Karen Ras: And I know that we're trying to do some work with our municipal partners as well to make sure there's a more seamless process we can get in at the appropriate time. But there's also an awareness issue I'm sure. Now, and in 2020 we launched risk based oversight, which allows ESA to shift efforts to focus more on higher risk installations and safety activities. I understand there are a handful of defects that RBO can help with. I'm just wondering if you can elaborate on that.

Trevor Tremblay: Under RBO, essentially, we are trying to see more complex installations, so just be very accurate on your description of the work. So when it gets into our database, a computer automatically comes up with a risk level, and we'll try and spend more time going to those more complex situations. And again, not go to some of the low risk areas, which also helps you in scheduling. So under RBO, there are more options now for scheduling, and you can also be on some of our pre-auth connection orders, some of our programs for generators and pools, that sort of thing.

Karen Ras: And you were telling me about a recent example about a hospital. One of our inspectors had to go to a hospital. I'm just wondering if you could share that with our listeners.

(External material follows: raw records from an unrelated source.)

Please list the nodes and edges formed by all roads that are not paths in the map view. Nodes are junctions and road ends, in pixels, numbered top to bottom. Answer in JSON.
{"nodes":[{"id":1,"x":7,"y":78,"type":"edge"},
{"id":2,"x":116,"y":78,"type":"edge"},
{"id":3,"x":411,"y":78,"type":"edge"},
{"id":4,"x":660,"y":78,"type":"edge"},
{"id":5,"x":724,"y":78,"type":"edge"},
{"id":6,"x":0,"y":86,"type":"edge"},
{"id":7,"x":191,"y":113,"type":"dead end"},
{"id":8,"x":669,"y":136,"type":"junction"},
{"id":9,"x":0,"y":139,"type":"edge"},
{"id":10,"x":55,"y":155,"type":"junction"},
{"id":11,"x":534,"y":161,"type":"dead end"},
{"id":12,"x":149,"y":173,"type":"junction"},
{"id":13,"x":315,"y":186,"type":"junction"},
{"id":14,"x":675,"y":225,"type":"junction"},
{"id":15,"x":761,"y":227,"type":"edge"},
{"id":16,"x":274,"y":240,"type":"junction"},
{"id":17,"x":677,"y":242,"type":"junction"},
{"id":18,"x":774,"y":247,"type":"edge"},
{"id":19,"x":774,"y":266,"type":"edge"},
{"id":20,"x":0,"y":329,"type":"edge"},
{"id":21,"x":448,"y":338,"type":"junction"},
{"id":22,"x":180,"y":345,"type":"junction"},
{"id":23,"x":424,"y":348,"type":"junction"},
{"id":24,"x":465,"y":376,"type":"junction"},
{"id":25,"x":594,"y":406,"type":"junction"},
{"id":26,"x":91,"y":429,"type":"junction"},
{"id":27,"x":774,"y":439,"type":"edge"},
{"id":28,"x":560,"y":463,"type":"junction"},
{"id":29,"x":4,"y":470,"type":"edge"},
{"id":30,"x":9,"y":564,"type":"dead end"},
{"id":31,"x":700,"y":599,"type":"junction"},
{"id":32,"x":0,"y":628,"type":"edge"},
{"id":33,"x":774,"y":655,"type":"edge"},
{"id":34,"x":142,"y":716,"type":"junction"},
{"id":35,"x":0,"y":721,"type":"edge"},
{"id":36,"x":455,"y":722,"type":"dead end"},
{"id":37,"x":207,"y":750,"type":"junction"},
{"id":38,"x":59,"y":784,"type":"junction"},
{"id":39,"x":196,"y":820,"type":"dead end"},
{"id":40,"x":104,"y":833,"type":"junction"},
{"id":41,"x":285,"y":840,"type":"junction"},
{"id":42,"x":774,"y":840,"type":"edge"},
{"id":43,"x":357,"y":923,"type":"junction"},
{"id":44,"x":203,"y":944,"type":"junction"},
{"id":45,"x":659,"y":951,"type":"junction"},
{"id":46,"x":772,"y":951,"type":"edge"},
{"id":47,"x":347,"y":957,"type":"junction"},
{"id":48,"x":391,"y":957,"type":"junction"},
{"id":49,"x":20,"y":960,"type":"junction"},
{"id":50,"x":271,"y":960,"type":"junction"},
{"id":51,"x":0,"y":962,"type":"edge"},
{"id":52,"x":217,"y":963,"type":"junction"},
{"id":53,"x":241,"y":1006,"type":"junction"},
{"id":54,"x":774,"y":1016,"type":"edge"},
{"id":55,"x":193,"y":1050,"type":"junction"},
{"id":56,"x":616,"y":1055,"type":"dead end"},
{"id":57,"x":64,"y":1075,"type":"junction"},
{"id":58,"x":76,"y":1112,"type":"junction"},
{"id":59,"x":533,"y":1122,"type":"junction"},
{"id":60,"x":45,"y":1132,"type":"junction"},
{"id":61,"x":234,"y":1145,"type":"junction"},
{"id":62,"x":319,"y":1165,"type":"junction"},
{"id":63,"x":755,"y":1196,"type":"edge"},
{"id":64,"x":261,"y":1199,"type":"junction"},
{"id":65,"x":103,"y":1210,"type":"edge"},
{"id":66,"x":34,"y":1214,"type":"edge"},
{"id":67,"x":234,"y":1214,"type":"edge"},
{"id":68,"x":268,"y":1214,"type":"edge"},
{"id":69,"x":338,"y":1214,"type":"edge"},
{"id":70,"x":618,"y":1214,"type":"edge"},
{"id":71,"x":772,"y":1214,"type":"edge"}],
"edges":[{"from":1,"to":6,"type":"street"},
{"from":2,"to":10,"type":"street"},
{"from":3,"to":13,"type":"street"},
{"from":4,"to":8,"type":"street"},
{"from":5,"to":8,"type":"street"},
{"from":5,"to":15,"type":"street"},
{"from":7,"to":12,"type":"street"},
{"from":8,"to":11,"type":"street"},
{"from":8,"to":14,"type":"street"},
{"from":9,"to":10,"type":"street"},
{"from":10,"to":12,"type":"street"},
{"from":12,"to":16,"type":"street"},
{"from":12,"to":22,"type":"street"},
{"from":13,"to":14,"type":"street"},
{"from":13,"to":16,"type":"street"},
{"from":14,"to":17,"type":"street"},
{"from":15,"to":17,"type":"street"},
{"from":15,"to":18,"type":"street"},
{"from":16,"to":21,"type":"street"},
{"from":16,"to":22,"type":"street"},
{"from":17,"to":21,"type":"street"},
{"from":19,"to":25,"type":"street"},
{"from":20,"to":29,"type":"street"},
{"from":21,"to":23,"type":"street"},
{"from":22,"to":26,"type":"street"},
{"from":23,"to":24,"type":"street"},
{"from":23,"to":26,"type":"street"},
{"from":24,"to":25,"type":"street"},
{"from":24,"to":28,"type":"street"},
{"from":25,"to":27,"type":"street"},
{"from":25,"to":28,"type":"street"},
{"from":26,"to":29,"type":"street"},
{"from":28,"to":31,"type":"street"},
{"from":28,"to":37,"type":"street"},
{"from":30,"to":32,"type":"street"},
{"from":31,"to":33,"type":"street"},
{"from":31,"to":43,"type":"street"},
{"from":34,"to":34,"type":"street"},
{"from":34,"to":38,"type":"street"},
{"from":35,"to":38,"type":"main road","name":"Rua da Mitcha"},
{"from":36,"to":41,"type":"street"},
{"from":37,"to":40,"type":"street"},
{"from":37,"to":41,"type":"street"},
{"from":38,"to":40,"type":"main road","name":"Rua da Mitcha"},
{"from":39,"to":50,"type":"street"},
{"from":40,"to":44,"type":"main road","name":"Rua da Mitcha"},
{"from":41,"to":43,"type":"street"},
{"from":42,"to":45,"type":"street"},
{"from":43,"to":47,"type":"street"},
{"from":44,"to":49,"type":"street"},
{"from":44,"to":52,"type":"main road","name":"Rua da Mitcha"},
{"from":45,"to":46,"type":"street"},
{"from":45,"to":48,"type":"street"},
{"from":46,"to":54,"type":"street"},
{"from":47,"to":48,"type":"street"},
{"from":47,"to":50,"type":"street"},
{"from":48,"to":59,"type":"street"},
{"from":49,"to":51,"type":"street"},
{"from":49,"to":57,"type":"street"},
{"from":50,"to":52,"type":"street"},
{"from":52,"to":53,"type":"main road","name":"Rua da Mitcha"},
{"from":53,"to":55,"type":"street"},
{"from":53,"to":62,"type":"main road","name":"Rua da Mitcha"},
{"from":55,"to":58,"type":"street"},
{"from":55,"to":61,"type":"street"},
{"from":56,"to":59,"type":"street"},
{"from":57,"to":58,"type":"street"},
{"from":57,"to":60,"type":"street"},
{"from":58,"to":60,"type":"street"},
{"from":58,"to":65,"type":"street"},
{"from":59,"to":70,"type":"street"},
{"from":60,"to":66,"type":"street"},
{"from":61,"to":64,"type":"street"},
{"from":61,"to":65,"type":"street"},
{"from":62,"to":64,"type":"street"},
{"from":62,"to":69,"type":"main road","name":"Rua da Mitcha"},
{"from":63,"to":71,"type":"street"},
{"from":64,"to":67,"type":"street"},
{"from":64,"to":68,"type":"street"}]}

Trevor Tremblay: Yes. So it's really hard sometimes when you go to a building and it's huge. So when you get a notification saying three receptacles and an address, you show up at it and it turns out to be a pretty huge building like a hospital, and you walk into the front and say, "I'm here to see three receptacles." It makes it very hard for the inspector or the people working there to actually direct you in the right location. Sometimes people are busy, so you can't get a hold of your contact person. So just be very clear on where the work is being done, especially if it's in a building like a hospital and that sort of thing. Makes it a lot easier on everyone.

Karen Ras: Well, those are definitely good reminders. I know time is money, but certainly not at the expense of safety. So the more details that the LECs and homeowners can provide, certainly the better. Now, that tally's up to four that we've gone through so far in the list. This last one is one that every electrical professional and homeowner can relate to. I'm just wondering if you can share with the audience defect number five.

Trevor Tremblay: Number five is complete panel directory. In the past, we would always accept maybe receptacles lights. Now we have to be more specific. We want to know what kind of rooms, receptacles in the Northwest corner of the house, main floor. We don't want it to be just very generic just to make it easier for people identifying stuff, because we want to encourage people to turn off the power before we use it. Every time there's a renovation, sometimes panels are full with the full size breaker, so they switch to minis. So then all of a sudden the whole panel of directory gets changed and people, a lot of times, don't mark their panel and update it. So it makes it very frustrating for the next person going to work on it.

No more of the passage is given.